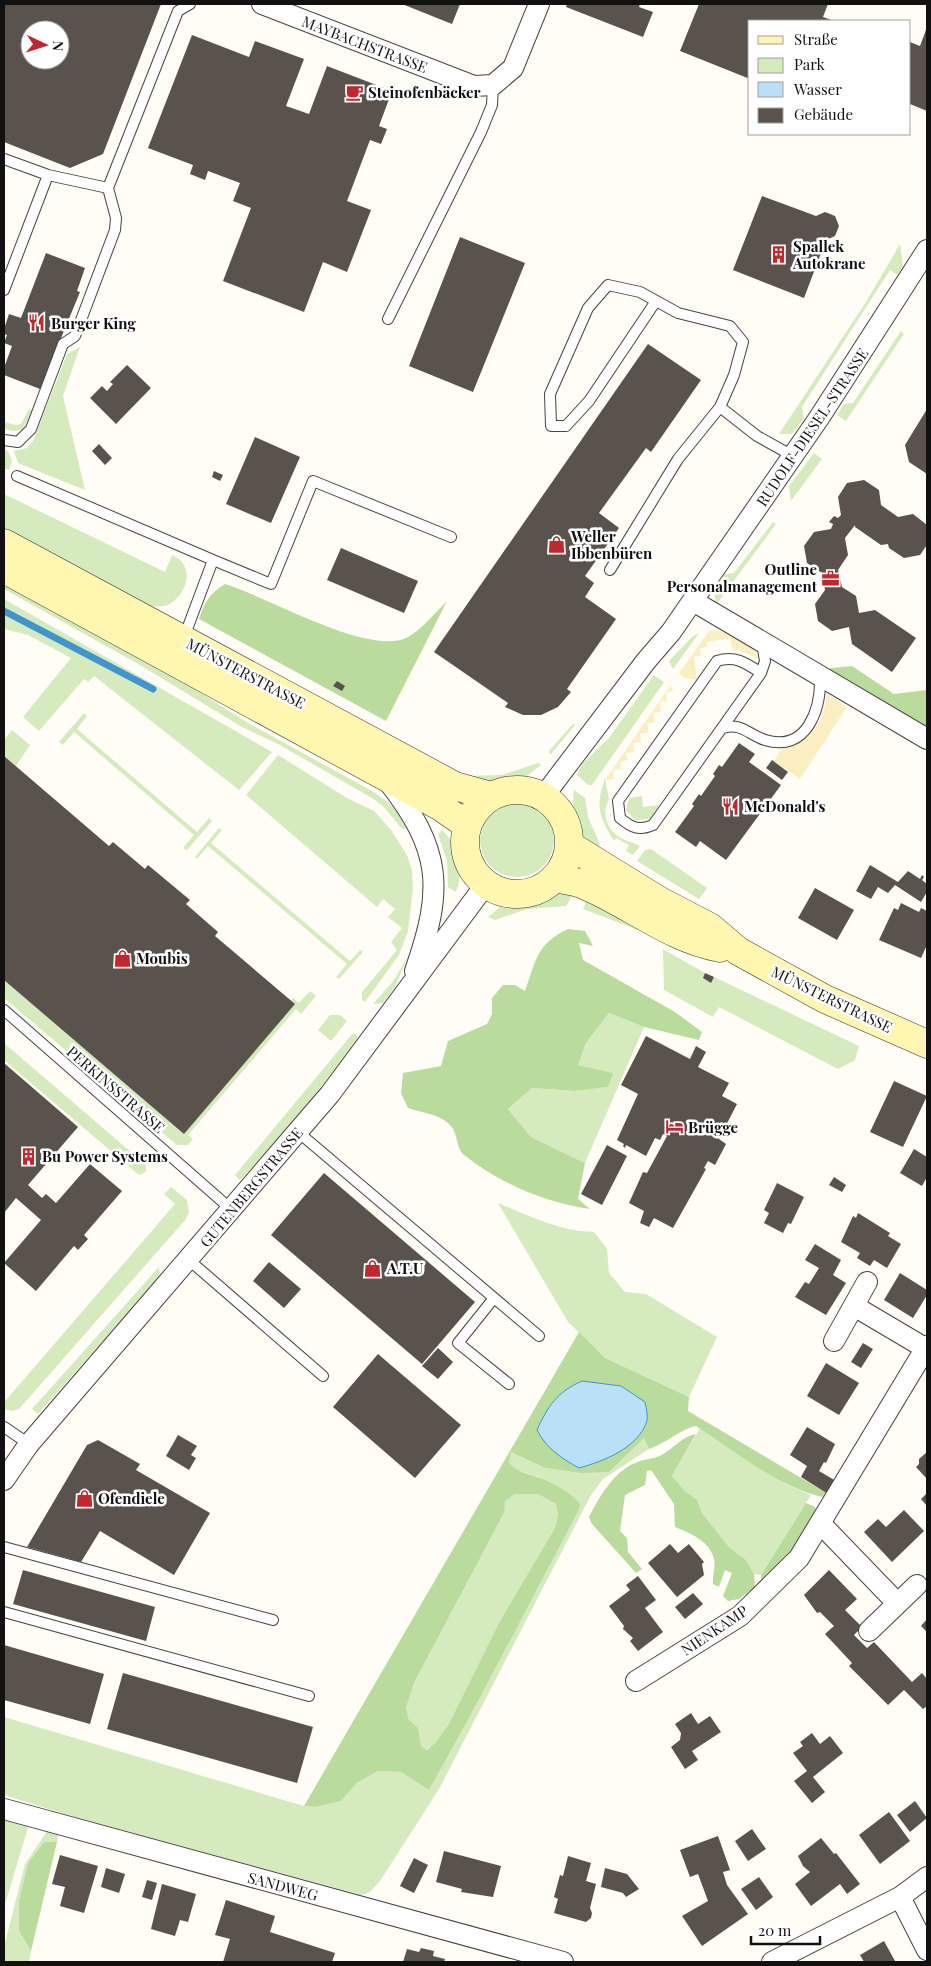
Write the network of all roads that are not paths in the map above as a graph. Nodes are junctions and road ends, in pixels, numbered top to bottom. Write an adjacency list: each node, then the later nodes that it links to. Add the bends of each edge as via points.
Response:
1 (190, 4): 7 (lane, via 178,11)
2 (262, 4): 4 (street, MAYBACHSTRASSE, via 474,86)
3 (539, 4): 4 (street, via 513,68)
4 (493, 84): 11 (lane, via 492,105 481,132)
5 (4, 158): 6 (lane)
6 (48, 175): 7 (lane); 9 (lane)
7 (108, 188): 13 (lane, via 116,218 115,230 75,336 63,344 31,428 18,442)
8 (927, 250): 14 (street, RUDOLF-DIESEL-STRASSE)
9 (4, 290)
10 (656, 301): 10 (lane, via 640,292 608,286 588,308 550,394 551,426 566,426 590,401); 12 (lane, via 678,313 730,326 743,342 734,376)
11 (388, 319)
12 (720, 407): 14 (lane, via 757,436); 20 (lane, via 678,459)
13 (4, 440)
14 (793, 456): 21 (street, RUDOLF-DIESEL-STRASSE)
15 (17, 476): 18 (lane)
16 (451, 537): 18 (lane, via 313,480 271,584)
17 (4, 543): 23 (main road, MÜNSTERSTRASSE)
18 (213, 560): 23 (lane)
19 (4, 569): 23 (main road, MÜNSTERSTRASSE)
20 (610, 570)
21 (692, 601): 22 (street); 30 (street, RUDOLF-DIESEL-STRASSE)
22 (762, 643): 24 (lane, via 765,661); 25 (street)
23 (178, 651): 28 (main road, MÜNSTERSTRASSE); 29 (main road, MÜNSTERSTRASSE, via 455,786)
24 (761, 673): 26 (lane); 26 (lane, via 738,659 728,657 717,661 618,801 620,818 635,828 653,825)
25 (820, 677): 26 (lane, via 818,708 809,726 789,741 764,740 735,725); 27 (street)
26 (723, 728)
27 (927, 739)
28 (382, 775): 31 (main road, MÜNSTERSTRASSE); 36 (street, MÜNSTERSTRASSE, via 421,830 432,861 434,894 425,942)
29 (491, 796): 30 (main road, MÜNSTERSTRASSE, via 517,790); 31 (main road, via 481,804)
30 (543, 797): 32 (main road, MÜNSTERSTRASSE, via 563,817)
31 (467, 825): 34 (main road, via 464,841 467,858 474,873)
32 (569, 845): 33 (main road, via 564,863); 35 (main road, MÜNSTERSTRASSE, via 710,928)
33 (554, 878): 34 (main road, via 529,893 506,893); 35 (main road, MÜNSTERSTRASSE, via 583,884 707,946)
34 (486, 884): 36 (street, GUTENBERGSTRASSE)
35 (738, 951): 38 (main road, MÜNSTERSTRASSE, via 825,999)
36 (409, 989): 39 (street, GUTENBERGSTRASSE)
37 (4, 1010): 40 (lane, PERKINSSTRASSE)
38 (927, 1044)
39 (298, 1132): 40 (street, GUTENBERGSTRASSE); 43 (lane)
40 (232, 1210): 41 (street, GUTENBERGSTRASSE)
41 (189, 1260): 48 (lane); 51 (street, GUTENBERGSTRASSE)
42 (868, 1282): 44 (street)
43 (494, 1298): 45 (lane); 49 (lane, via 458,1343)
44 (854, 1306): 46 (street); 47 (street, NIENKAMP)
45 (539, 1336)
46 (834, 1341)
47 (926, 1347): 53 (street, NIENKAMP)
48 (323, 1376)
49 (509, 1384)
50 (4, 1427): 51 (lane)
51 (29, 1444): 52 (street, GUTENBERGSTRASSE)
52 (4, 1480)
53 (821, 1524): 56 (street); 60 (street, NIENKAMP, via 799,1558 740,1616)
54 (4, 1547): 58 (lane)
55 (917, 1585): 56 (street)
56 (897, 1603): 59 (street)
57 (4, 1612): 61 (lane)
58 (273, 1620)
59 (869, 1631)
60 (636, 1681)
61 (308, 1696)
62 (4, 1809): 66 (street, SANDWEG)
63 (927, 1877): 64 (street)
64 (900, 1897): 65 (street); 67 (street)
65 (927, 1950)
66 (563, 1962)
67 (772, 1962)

+-------+

EXERCISE INSTRUCTIONS: Every line of the data above should be returned exactly, with the pictures removed.

WRITTEN SOLUTION:
Write the network of all roads that are not paths in the map above as a graph. Nodes are junctions and road ends, in pixels, numbered top to bottom. Write an adjacency list: each node, then the later nodes that it links to. Add the bends of each edge as via points.
Response:
1 (190, 4): 7 (lane, via 178,11)
2 (262, 4): 4 (street, MAYBACHSTRASSE, via 474,86)
3 (539, 4): 4 (street, via 513,68)
4 (493, 84): 11 (lane, via 492,105 481,132)
5 (4, 158): 6 (lane)
6 (48, 175): 7 (lane); 9 (lane)
7 (108, 188): 13 (lane, via 116,218 115,230 75,336 63,344 31,428 18,442)
8 (927, 250): 14 (street, RUDOLF-DIESEL-STRASSE)
9 (4, 290)
10 (656, 301): 10 (lane, via 640,292 608,286 588,308 550,394 551,426 566,426 590,401); 12 (lane, via 678,313 730,326 743,342 734,376)
11 (388, 319)
12 (720, 407): 14 (lane, via 757,436); 20 (lane, via 678,459)
13 (4, 440)
14 (793, 456): 21 (street, RUDOLF-DIESEL-STRASSE)
15 (17, 476): 18 (lane)
16 (451, 537): 18 (lane, via 313,480 271,584)
17 (4, 543): 23 (main road, MÜNSTERSTRASSE)
18 (213, 560): 23 (lane)
19 (4, 569): 23 (main road, MÜNSTERSTRASSE)
20 (610, 570)
21 (692, 601): 22 (street); 30 (street, RUDOLF-DIESEL-STRASSE)
22 (762, 643): 24 (lane, via 765,661); 25 (street)
23 (178, 651): 28 (main road, MÜNSTERSTRASSE); 29 (main road, MÜNSTERSTRASSE, via 455,786)
24 (761, 673): 26 (lane); 26 (lane, via 738,659 728,657 717,661 618,801 620,818 635,828 653,825)
25 (820, 677): 26 (lane, via 818,708 809,726 789,741 764,740 735,725); 27 (street)
26 (723, 728)
27 (927, 739)
28 (382, 775): 31 (main road, MÜNSTERSTRASSE); 36 (street, MÜNSTERSTRASSE, via 421,830 432,861 434,894 425,942)
29 (491, 796): 30 (main road, MÜNSTERSTRASSE, via 517,790); 31 (main road, via 481,804)
30 (543, 797): 32 (main road, MÜNSTERSTRASSE, via 563,817)
31 (467, 825): 34 (main road, via 464,841 467,858 474,873)
32 (569, 845): 33 (main road, via 564,863); 35 (main road, MÜNSTERSTRASSE, via 710,928)
33 (554, 878): 34 (main road, via 529,893 506,893); 35 (main road, MÜNSTERSTRASSE, via 583,884 707,946)
34 (486, 884): 36 (street, GUTENBERGSTRASSE)
35 (738, 951): 38 (main road, MÜNSTERSTRASSE, via 825,999)
36 (409, 989): 39 (street, GUTENBERGSTRASSE)
37 (4, 1010): 40 (lane, PERKINSSTRASSE)
38 (927, 1044)
39 (298, 1132): 40 (street, GUTENBERGSTRASSE); 43 (lane)
40 (232, 1210): 41 (street, GUTENBERGSTRASSE)
41 (189, 1260): 48 (lane); 51 (street, GUTENBERGSTRASSE)
42 (868, 1282): 44 (street)
43 (494, 1298): 45 (lane); 49 (lane, via 458,1343)
44 (854, 1306): 46 (street); 47 (street, NIENKAMP)
45 (539, 1336)
46 (834, 1341)
47 (926, 1347): 53 (street, NIENKAMP)
48 (323, 1376)
49 (509, 1384)
50 (4, 1427): 51 (lane)
51 (29, 1444): 52 (street, GUTENBERGSTRASSE)
52 (4, 1480)
53 (821, 1524): 56 (street); 60 (street, NIENKAMP, via 799,1558 740,1616)
54 (4, 1547): 58 (lane)
55 (917, 1585): 56 (street)
56 (897, 1603): 59 (street)
57 (4, 1612): 61 (lane)
58 (273, 1620)
59 (869, 1631)
60 (636, 1681)
61 (308, 1696)
62 (4, 1809): 66 (street, SANDWEG)
63 (927, 1877): 64 (street)
64 (900, 1897): 65 (street); 67 (street)
65 (927, 1950)
66 (563, 1962)
67 (772, 1962)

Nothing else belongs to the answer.